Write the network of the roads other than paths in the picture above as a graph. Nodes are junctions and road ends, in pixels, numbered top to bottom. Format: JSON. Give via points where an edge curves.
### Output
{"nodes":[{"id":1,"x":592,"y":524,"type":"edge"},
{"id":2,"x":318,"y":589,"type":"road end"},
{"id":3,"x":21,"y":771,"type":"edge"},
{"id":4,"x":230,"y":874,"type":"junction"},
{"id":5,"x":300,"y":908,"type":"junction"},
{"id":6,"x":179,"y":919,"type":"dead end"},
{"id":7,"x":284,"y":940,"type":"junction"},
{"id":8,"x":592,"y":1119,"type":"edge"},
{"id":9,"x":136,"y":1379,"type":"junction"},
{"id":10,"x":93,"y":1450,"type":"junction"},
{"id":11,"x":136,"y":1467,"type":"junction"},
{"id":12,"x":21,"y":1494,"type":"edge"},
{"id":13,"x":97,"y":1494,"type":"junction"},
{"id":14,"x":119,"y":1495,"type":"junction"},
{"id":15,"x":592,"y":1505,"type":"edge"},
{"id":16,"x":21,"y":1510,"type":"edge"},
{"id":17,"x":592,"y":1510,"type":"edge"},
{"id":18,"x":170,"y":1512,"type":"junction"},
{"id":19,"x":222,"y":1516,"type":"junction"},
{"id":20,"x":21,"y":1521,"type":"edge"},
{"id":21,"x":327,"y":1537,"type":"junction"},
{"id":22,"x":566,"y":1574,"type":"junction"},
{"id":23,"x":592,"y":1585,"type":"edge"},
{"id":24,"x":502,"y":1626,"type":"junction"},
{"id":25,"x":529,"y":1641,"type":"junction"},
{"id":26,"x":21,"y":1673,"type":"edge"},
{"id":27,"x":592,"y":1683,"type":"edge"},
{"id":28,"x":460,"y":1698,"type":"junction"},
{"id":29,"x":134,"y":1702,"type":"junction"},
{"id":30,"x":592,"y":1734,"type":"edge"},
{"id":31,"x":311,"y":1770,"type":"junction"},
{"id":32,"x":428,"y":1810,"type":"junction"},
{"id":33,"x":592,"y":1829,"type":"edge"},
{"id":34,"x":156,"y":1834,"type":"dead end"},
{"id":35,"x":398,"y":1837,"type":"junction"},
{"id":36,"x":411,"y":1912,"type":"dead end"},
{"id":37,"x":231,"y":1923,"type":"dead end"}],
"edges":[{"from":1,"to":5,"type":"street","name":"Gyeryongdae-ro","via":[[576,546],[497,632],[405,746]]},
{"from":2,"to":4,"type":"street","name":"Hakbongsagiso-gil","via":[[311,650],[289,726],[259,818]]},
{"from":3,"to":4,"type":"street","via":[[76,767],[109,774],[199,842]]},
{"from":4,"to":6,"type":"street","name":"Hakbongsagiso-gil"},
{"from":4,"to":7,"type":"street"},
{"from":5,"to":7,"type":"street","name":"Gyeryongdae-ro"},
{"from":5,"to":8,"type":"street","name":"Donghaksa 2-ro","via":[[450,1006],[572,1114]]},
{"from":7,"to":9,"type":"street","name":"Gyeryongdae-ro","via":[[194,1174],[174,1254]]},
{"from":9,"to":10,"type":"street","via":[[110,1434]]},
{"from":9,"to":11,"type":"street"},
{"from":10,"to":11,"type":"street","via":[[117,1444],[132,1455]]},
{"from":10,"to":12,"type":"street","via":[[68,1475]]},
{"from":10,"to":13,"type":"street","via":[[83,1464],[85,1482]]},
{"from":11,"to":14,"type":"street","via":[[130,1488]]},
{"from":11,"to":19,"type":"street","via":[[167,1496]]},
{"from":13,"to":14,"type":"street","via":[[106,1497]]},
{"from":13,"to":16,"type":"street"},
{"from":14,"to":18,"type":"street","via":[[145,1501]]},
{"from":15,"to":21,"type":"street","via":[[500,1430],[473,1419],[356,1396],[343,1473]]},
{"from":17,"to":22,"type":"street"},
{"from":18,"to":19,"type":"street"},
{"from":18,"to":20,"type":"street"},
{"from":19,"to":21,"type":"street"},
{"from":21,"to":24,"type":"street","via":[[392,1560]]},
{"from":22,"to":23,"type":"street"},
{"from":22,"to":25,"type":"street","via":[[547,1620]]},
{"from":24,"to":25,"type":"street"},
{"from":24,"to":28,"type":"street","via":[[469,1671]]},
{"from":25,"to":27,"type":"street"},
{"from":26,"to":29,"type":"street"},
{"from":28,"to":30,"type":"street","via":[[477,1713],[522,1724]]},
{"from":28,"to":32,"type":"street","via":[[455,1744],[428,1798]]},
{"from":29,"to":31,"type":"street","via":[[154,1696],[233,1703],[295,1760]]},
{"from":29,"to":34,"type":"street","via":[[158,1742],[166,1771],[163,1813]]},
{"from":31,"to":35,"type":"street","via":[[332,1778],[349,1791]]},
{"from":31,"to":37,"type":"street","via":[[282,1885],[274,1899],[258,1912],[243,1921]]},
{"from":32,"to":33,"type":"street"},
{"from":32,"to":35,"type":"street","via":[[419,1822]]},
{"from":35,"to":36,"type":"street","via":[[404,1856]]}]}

Aim of the task.
When transcribing the data, keep every line exactly as it is.

Response box.
Write the network of the roads other than paths in the picture above as a graph. Nodes are junctions and road ends, in pixels, numbered top to bottom. Format: JSON. Give via points where an edge curves.
### Output
{"nodes":[{"id":1,"x":592,"y":524,"type":"edge"},
{"id":2,"x":318,"y":589,"type":"road end"},
{"id":3,"x":21,"y":771,"type":"edge"},
{"id":4,"x":230,"y":874,"type":"junction"},
{"id":5,"x":300,"y":908,"type":"junction"},
{"id":6,"x":179,"y":919,"type":"dead end"},
{"id":7,"x":284,"y":940,"type":"junction"},
{"id":8,"x":592,"y":1119,"type":"edge"},
{"id":9,"x":136,"y":1379,"type":"junction"},
{"id":10,"x":93,"y":1450,"type":"junction"},
{"id":11,"x":136,"y":1467,"type":"junction"},
{"id":12,"x":21,"y":1494,"type":"edge"},
{"id":13,"x":97,"y":1494,"type":"junction"},
{"id":14,"x":119,"y":1495,"type":"junction"},
{"id":15,"x":592,"y":1505,"type":"edge"},
{"id":16,"x":21,"y":1510,"type":"edge"},
{"id":17,"x":592,"y":1510,"type":"edge"},
{"id":18,"x":170,"y":1512,"type":"junction"},
{"id":19,"x":222,"y":1516,"type":"junction"},
{"id":20,"x":21,"y":1521,"type":"edge"},
{"id":21,"x":327,"y":1537,"type":"junction"},
{"id":22,"x":566,"y":1574,"type":"junction"},
{"id":23,"x":592,"y":1585,"type":"edge"},
{"id":24,"x":502,"y":1626,"type":"junction"},
{"id":25,"x":529,"y":1641,"type":"junction"},
{"id":26,"x":21,"y":1673,"type":"edge"},
{"id":27,"x":592,"y":1683,"type":"edge"},
{"id":28,"x":460,"y":1698,"type":"junction"},
{"id":29,"x":134,"y":1702,"type":"junction"},
{"id":30,"x":592,"y":1734,"type":"edge"},
{"id":31,"x":311,"y":1770,"type":"junction"},
{"id":32,"x":428,"y":1810,"type":"junction"},
{"id":33,"x":592,"y":1829,"type":"edge"},
{"id":34,"x":156,"y":1834,"type":"dead end"},
{"id":35,"x":398,"y":1837,"type":"junction"},
{"id":36,"x":411,"y":1912,"type":"dead end"},
{"id":37,"x":231,"y":1923,"type":"dead end"}],
"edges":[{"from":1,"to":5,"type":"street","name":"Gyeryongdae-ro","via":[[576,546],[497,632],[405,746]]},
{"from":2,"to":4,"type":"street","name":"Hakbongsagiso-gil","via":[[311,650],[289,726],[259,818]]},
{"from":3,"to":4,"type":"street","via":[[76,767],[109,774],[199,842]]},
{"from":4,"to":6,"type":"street","name":"Hakbongsagiso-gil"},
{"from":4,"to":7,"type":"street"},
{"from":5,"to":7,"type":"street","name":"Gyeryongdae-ro"},
{"from":5,"to":8,"type":"street","name":"Donghaksa 2-ro","via":[[450,1006],[572,1114]]},
{"from":7,"to":9,"type":"street","name":"Gyeryongdae-ro","via":[[194,1174],[174,1254]]},
{"from":9,"to":10,"type":"street","via":[[110,1434]]},
{"from":9,"to":11,"type":"street"},
{"from":10,"to":11,"type":"street","via":[[117,1444],[132,1455]]},
{"from":10,"to":12,"type":"street","via":[[68,1475]]},
{"from":10,"to":13,"type":"street","via":[[83,1464],[85,1482]]},
{"from":11,"to":14,"type":"street","via":[[130,1488]]},
{"from":11,"to":19,"type":"street","via":[[167,1496]]},
{"from":13,"to":14,"type":"street","via":[[106,1497]]},
{"from":13,"to":16,"type":"street"},
{"from":14,"to":18,"type":"street","via":[[145,1501]]},
{"from":15,"to":21,"type":"street","via":[[500,1430],[473,1419],[356,1396],[343,1473]]},
{"from":17,"to":22,"type":"street"},
{"from":18,"to":19,"type":"street"},
{"from":18,"to":20,"type":"street"},
{"from":19,"to":21,"type":"street"},
{"from":21,"to":24,"type":"street","via":[[392,1560]]},
{"from":22,"to":23,"type":"street"},
{"from":22,"to":25,"type":"street","via":[[547,1620]]},
{"from":24,"to":25,"type":"street"},
{"from":24,"to":28,"type":"street","via":[[469,1671]]},
{"from":25,"to":27,"type":"street"},
{"from":26,"to":29,"type":"street"},
{"from":28,"to":30,"type":"street","via":[[477,1713],[522,1724]]},
{"from":28,"to":32,"type":"street","via":[[455,1744],[428,1798]]},
{"from":29,"to":31,"type":"street","via":[[154,1696],[233,1703],[295,1760]]},
{"from":29,"to":34,"type":"street","via":[[158,1742],[166,1771],[163,1813]]},
{"from":31,"to":35,"type":"street","via":[[332,1778],[349,1791]]},
{"from":31,"to":37,"type":"street","via":[[282,1885],[274,1899],[258,1912],[243,1921]]},
{"from":32,"to":33,"type":"street"},
{"from":32,"to":35,"type":"street","via":[[419,1822]]},
{"from":35,"to":36,"type":"street","via":[[404,1856]]}]}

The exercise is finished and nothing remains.